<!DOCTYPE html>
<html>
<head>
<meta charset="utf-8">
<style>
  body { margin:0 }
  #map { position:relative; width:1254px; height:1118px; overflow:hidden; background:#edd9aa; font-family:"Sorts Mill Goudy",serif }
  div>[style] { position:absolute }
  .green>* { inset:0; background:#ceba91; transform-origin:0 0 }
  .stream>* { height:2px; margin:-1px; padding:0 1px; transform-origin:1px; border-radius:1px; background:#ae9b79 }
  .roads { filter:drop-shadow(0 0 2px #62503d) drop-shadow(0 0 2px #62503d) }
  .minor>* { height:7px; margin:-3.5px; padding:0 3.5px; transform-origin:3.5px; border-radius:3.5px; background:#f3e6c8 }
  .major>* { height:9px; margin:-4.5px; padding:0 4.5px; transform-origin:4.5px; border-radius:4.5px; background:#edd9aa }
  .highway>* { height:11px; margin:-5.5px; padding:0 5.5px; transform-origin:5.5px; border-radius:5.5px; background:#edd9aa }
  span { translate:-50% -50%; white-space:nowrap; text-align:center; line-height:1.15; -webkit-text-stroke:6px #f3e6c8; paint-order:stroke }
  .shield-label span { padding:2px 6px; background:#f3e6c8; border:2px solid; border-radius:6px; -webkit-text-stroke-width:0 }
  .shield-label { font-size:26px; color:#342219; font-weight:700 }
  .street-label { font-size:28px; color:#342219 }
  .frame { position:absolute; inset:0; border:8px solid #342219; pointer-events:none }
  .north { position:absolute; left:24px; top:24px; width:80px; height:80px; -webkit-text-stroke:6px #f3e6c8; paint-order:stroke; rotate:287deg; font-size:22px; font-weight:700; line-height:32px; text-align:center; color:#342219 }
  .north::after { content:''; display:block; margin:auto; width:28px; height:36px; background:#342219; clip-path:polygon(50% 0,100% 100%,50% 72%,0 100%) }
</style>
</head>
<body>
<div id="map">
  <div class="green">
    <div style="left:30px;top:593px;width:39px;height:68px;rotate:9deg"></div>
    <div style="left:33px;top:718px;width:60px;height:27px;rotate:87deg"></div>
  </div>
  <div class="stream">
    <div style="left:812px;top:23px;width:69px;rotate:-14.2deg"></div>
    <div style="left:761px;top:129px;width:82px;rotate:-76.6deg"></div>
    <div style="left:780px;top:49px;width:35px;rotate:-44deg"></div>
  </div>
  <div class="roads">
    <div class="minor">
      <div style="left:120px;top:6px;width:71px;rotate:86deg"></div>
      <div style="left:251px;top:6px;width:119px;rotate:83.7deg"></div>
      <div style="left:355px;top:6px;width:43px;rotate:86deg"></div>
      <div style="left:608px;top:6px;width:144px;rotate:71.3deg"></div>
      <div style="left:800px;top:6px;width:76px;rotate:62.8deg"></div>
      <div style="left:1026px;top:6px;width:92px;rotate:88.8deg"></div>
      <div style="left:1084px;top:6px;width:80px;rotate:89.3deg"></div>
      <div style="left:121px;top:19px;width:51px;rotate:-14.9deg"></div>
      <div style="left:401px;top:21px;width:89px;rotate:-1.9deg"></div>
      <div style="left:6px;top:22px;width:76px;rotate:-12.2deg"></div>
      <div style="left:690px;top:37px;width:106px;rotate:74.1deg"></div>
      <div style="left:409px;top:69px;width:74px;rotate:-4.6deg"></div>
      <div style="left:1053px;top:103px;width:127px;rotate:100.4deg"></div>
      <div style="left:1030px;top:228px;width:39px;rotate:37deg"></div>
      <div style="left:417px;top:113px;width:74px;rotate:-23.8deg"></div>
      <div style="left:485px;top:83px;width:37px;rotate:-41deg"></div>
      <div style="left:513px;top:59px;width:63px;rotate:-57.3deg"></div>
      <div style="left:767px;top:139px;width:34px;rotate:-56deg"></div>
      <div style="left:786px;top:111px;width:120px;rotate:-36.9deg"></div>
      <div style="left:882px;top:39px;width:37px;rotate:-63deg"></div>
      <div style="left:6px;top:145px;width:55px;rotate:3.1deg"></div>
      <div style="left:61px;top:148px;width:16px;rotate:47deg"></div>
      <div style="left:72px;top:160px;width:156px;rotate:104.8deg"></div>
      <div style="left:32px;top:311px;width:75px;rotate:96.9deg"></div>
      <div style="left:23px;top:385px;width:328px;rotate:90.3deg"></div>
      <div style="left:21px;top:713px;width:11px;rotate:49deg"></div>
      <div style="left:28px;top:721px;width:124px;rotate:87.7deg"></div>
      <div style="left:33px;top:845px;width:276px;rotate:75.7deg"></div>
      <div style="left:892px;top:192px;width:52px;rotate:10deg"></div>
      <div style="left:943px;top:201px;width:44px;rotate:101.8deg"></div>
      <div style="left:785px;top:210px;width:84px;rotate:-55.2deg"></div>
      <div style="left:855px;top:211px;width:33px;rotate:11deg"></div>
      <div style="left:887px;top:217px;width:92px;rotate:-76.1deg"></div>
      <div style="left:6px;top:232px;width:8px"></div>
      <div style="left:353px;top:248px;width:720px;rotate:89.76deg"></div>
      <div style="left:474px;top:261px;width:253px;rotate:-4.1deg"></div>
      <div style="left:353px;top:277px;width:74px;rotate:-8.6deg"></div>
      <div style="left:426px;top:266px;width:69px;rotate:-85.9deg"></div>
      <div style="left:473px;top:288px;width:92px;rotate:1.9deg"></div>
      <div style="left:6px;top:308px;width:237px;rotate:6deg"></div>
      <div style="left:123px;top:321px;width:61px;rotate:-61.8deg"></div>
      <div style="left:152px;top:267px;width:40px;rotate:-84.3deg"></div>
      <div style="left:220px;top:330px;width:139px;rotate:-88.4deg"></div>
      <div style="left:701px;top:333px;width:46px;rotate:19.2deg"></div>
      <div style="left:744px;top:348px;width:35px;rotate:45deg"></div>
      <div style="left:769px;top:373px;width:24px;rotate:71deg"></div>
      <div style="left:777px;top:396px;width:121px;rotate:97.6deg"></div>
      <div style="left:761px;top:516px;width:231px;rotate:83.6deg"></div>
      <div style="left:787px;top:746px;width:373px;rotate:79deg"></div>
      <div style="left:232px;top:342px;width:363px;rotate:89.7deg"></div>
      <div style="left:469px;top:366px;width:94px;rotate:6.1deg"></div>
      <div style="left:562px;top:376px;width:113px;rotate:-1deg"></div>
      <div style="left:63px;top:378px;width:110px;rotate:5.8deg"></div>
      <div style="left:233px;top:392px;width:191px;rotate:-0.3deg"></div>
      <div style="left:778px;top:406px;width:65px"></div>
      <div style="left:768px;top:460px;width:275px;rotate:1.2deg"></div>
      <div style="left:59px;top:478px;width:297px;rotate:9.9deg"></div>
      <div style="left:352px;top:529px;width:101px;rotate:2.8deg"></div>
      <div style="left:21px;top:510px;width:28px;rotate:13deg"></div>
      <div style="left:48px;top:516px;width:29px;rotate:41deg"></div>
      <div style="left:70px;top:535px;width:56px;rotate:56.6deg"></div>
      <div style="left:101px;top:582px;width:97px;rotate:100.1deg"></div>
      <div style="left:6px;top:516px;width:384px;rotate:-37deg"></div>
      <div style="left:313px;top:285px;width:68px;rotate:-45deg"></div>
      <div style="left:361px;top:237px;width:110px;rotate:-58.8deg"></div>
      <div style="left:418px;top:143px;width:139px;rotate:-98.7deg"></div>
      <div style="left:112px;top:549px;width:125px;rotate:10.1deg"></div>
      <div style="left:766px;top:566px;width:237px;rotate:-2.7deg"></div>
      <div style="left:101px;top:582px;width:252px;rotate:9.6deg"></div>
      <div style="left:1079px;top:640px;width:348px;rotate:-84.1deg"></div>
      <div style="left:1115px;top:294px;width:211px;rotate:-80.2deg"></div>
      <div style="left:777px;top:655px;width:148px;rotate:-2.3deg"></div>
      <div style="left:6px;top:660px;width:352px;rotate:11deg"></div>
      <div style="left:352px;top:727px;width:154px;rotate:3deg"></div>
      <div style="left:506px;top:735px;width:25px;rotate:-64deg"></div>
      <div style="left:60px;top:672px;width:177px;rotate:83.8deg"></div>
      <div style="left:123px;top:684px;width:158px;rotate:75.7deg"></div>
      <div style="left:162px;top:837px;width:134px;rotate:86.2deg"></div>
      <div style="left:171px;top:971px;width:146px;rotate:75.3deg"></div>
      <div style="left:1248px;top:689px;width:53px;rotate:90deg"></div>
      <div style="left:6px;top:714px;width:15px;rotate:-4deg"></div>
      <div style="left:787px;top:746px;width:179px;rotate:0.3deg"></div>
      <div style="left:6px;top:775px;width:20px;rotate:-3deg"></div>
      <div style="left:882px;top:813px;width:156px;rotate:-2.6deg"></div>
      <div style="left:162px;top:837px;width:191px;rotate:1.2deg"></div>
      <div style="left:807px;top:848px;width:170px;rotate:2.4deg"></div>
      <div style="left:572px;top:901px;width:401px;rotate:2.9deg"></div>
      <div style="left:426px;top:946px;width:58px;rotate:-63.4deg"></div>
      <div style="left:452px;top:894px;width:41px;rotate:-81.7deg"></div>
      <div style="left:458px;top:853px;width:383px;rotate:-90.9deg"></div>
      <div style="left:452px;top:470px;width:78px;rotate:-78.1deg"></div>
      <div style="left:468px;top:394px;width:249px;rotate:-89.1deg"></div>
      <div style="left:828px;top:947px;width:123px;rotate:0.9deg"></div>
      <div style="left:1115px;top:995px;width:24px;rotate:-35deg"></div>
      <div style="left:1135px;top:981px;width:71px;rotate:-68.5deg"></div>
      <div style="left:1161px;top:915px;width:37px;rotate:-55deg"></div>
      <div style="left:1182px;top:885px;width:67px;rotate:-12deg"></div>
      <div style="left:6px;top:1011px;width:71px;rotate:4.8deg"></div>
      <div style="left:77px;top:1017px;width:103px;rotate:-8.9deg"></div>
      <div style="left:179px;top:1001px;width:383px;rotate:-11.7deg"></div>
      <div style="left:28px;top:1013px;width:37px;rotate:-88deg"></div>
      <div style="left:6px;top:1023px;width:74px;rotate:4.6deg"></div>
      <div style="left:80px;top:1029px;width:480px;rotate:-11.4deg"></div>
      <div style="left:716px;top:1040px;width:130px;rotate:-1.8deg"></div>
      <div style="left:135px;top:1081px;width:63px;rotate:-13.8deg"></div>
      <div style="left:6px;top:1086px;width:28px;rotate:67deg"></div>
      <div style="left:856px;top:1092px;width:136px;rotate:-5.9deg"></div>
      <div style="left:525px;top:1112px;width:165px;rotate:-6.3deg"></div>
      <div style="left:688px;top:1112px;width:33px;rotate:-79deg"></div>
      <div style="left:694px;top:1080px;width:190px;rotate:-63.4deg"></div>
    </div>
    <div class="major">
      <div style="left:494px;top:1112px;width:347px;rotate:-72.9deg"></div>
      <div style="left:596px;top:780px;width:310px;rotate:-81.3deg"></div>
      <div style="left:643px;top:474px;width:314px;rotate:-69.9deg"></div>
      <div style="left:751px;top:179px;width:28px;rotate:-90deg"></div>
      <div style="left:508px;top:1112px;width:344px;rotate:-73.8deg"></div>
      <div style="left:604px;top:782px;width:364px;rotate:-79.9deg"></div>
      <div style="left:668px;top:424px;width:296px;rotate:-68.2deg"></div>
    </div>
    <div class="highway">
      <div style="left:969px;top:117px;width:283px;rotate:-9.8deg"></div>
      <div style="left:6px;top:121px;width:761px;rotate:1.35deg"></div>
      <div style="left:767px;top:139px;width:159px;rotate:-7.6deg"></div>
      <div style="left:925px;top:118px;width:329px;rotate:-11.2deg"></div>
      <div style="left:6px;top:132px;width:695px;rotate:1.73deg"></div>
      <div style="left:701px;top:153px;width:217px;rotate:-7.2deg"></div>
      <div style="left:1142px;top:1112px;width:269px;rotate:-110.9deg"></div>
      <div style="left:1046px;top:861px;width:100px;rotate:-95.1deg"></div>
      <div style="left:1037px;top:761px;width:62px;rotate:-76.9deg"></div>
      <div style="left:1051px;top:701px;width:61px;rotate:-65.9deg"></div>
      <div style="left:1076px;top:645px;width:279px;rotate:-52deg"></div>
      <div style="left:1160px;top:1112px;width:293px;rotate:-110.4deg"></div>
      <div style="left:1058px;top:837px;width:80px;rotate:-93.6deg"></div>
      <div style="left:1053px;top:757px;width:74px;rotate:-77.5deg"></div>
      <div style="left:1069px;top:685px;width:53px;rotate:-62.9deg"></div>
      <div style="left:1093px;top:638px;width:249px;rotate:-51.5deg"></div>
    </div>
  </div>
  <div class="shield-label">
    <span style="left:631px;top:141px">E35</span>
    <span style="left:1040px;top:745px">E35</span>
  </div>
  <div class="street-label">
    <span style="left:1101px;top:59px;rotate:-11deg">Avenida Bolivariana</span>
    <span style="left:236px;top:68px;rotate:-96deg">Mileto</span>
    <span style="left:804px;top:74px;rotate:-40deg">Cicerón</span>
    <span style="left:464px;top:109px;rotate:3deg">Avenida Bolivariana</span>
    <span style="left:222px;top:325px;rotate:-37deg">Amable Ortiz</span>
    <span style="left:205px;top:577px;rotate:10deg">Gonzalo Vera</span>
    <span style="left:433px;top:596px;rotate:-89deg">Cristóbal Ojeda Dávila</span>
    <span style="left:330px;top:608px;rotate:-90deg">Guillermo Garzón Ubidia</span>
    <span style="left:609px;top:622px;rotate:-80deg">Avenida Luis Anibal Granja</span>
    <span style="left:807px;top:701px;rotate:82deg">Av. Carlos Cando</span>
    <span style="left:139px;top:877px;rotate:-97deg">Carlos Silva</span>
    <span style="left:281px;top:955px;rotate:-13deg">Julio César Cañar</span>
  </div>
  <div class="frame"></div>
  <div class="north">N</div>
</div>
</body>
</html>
- - - -
● Task prompt: If a line in the records above contains the string "stream", copy that line out.

● Answer area:
  .stream>* { height:2px; margin:-1px; padding:0 1px; transform-origin:1px; border-radius:1px; background:#ae9b79 }
  <div class="stream">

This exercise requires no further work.